▼▼▼

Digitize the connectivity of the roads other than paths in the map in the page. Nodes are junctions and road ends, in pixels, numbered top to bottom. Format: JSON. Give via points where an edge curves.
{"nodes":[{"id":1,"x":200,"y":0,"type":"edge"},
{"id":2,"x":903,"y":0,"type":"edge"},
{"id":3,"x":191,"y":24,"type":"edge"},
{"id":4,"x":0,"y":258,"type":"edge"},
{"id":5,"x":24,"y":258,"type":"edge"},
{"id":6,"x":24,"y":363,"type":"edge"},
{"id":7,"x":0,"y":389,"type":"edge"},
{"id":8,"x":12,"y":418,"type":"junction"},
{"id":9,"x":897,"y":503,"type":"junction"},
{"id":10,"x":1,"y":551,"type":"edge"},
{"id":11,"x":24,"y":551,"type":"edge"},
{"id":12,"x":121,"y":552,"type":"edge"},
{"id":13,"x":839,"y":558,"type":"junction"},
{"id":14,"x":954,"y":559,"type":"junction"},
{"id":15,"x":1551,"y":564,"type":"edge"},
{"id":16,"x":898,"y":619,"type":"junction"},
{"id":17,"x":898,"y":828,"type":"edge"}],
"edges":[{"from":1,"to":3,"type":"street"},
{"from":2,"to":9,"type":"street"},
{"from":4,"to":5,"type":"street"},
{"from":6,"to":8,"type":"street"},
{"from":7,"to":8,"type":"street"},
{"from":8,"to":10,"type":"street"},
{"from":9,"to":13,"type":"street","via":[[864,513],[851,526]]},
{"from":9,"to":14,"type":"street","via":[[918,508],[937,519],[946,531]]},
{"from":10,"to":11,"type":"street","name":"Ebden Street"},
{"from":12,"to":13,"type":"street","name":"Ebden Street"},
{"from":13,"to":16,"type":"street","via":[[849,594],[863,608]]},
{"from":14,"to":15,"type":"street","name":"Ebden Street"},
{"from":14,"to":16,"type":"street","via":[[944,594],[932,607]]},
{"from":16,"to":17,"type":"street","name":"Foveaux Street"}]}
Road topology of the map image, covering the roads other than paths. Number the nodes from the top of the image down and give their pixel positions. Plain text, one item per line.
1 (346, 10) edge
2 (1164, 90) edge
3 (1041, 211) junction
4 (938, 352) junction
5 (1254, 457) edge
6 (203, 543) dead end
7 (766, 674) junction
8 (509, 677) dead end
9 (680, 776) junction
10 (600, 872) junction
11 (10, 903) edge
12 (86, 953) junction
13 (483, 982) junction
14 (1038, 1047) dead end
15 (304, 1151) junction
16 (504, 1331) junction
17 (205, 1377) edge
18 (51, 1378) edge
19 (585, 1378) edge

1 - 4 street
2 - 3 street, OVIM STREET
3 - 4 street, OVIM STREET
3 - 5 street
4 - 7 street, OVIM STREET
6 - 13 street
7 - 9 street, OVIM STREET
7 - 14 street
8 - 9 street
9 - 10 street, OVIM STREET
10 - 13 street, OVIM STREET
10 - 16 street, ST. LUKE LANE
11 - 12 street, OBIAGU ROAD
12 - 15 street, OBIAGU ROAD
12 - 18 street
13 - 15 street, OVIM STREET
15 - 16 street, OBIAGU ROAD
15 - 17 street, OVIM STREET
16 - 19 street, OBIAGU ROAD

▲▲▲

→ Task requirements: What this exercise calls for is a precise transcription of the material above.

→ Reply:
Digitize the connectivity of the roads other than paths in the map in the page. Nodes are junctions and road ends, in pixels, numbered top to bottom. Format: JSON. Give via points where an edge curves.
{"nodes":[{"id":1,"x":200,"y":0,"type":"edge"},
{"id":2,"x":903,"y":0,"type":"edge"},
{"id":3,"x":191,"y":24,"type":"edge"},
{"id":4,"x":0,"y":258,"type":"edge"},
{"id":5,"x":24,"y":258,"type":"edge"},
{"id":6,"x":24,"y":363,"type":"edge"},
{"id":7,"x":0,"y":389,"type":"edge"},
{"id":8,"x":12,"y":418,"type":"junction"},
{"id":9,"x":897,"y":503,"type":"junction"},
{"id":10,"x":1,"y":551,"type":"edge"},
{"id":11,"x":24,"y":551,"type":"edge"},
{"id":12,"x":121,"y":552,"type":"edge"},
{"id":13,"x":839,"y":558,"type":"junction"},
{"id":14,"x":954,"y":559,"type":"junction"},
{"id":15,"x":1551,"y":564,"type":"edge"},
{"id":16,"x":898,"y":619,"type":"junction"},
{"id":17,"x":898,"y":828,"type":"edge"}],
"edges":[{"from":1,"to":3,"type":"street"},
{"from":2,"to":9,"type":"street"},
{"from":4,"to":5,"type":"street"},
{"from":6,"to":8,"type":"street"},
{"from":7,"to":8,"type":"street"},
{"from":8,"to":10,"type":"street"},
{"from":9,"to":13,"type":"street","via":[[864,513],[851,526]]},
{"from":9,"to":14,"type":"street","via":[[918,508],[937,519],[946,531]]},
{"from":10,"to":11,"type":"street","name":"Ebden Street"},
{"from":12,"to":13,"type":"street","name":"Ebden Street"},
{"from":13,"to":16,"type":"street","via":[[849,594],[863,608]]},
{"from":14,"to":15,"type":"street","name":"Ebden Street"},
{"from":14,"to":16,"type":"street","via":[[944,594],[932,607]]},
{"from":16,"to":17,"type":"street","name":"Foveaux Street"}]}
Road topology of the map image, covering the roads other than paths. Number the nodes from the top of the image down and give their pixel positions. Plain text, one item per line.
1 (346, 10) edge
2 (1164, 90) edge
3 (1041, 211) junction
4 (938, 352) junction
5 (1254, 457) edge
6 (203, 543) dead end
7 (766, 674) junction
8 (509, 677) dead end
9 (680, 776) junction
10 (600, 872) junction
11 (10, 903) edge
12 (86, 953) junction
13 (483, 982) junction
14 (1038, 1047) dead end
15 (304, 1151) junction
16 (504, 1331) junction
17 (205, 1377) edge
18 (51, 1378) edge
19 (585, 1378) edge

1 - 4 street
2 - 3 street, OVIM STREET
3 - 4 street, OVIM STREET
3 - 5 street
4 - 7 street, OVIM STREET
6 - 13 street
7 - 9 street, OVIM STREET
7 - 14 street
8 - 9 street
9 - 10 street, OVIM STREET
10 - 13 street, OVIM STREET
10 - 16 street, ST. LUKE LANE
11 - 12 street, OBIAGU ROAD
12 - 15 street, OBIAGU ROAD
12 - 18 street
13 - 15 street, OVIM STREET
15 - 16 street, OBIAGU ROAD
15 - 17 street, OVIM STREET
16 - 19 street, OBIAGU ROAD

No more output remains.